Dataset for Non-contact Ultrasonic Stress Measurement using Lamb Waves

Stress measurement is essential in many applications such as aerospace or construction, and ultrasonic stress measurement systems are removable and non-destructive. Using air-coupled ultrasound has the advantage of being non-contact. In other works, an air-coupled ultrasonic phased array is used to adjust the coupling angle and then measure the stress using the conventional transit-time method. In this work, we investigate using the coupling angle of air-coupled Lamb waves directly to measure normal stress in the specimen. The coupling angle is dependent on the phase velocity, which, in turn, changes with the stress. We model that effect using numerical simulations with the semi-analytical finite element method. Ultrasonic measurements are conducted on foam-filled sandwich panels with two 0.5 mm steel face sheets during full-scale bending tests according to EN~14509:2013. The ultrasonic stress measurement setup consists of an air-coupled phased array for transmission, a MEMS-microphone array for reception, and a laser Doppler vibrometer for reference. We measure the stress via the coupling angle using either the transmit or the receive phased array, and for reference, we measure the stress via the transit-time using the group velocity. The measurement method with the coupling angle method works, both with the transmit or the receive array, with a repeatability of 5.3 MPa and 4.1 MPa, respectively, in the range of 0 to 150 MPa. The transit-time measurement performs better than the coupling angle method with a repeatability of 2.1 MPa since time measurement is more accurate. However, the coupling angle methods measures phase velocity instead of group velocity. Therefore, both methods can be advantageously combined.

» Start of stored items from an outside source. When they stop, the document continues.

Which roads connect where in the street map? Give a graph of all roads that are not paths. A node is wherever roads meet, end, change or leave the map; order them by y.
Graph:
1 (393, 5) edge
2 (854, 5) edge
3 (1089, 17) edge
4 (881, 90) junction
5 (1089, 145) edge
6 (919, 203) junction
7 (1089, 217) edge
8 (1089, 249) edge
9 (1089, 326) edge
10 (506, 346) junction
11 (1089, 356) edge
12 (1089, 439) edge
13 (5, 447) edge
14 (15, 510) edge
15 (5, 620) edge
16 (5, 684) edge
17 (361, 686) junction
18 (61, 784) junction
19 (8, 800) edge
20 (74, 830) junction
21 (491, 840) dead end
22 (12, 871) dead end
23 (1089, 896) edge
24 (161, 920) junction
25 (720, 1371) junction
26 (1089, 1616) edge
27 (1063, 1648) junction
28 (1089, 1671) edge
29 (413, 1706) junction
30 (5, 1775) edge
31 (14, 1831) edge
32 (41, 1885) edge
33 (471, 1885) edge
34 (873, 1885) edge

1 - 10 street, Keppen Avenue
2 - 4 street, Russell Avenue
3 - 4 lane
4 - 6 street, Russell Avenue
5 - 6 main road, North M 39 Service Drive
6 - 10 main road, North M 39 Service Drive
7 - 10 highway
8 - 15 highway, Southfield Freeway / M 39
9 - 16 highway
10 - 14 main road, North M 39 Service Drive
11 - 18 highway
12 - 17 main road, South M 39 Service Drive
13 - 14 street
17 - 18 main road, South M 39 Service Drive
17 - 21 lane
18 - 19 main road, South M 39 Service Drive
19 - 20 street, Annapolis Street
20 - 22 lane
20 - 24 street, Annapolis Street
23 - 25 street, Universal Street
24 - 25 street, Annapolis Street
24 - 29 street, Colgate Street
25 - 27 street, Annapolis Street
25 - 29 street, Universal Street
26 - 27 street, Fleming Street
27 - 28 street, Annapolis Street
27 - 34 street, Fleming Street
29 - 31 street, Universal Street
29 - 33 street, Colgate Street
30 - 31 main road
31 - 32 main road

应力检测在航空航天、建筑工程等诸多领域中均具有重要应用价值，而超声应力检测系统兼具便携部署与无损检测的双重优势。采用空气耦合超声技术的核心优势在于可实现非接触式检测。 既往研究中，研究者借助空气耦合超声相控阵调整耦合角度，随后通过传统渡越时间法完成应力检测。 本研究旨在探索直接利用空气耦合兰姆波（Lamb waves）的耦合角度，实现试样法向应力检测的方法。耦合角度与相速度直接相关，而相速度又会随应力水平发生变化。本研究采用半解析有限元法（semi-analytical finite element method）开展数值模拟，对上述效应进行建模分析。 本研究依据EN 14509:2013标准开展全尺寸弯曲试验，以覆有两层0.5mm厚钢板的泡沫填充夹芯板为测试对象，同步开展超声检测。超声应力检测系统由发射端空气耦合相控阵、接收端MEMS麦克风阵列（MEMS-microphone array），以及用于基准测量的激光多普勒测振仪（laser Doppler vibrometer）组成。 本研究分别利用发射相控阵与接收相控阵，通过耦合角度实现应力检测；同时采用基于群速度的渡越时间法完成基准应力测量。 基于耦合角度的检测方法切实可行：无论是采用发射相控阵还是接收相控阵，在0~150MPa的应力区间内均能实现有效检测，二者的检测重复性分别为5.3MPa与4.1MPa。由于时间测量的精度更高，基于渡越时间的检测方法重复性可达2.1MPa，性能优于耦合角度法。但耦合角度法检测的是相速度而非群速度，因此可将两种方法优势互补，联合使用。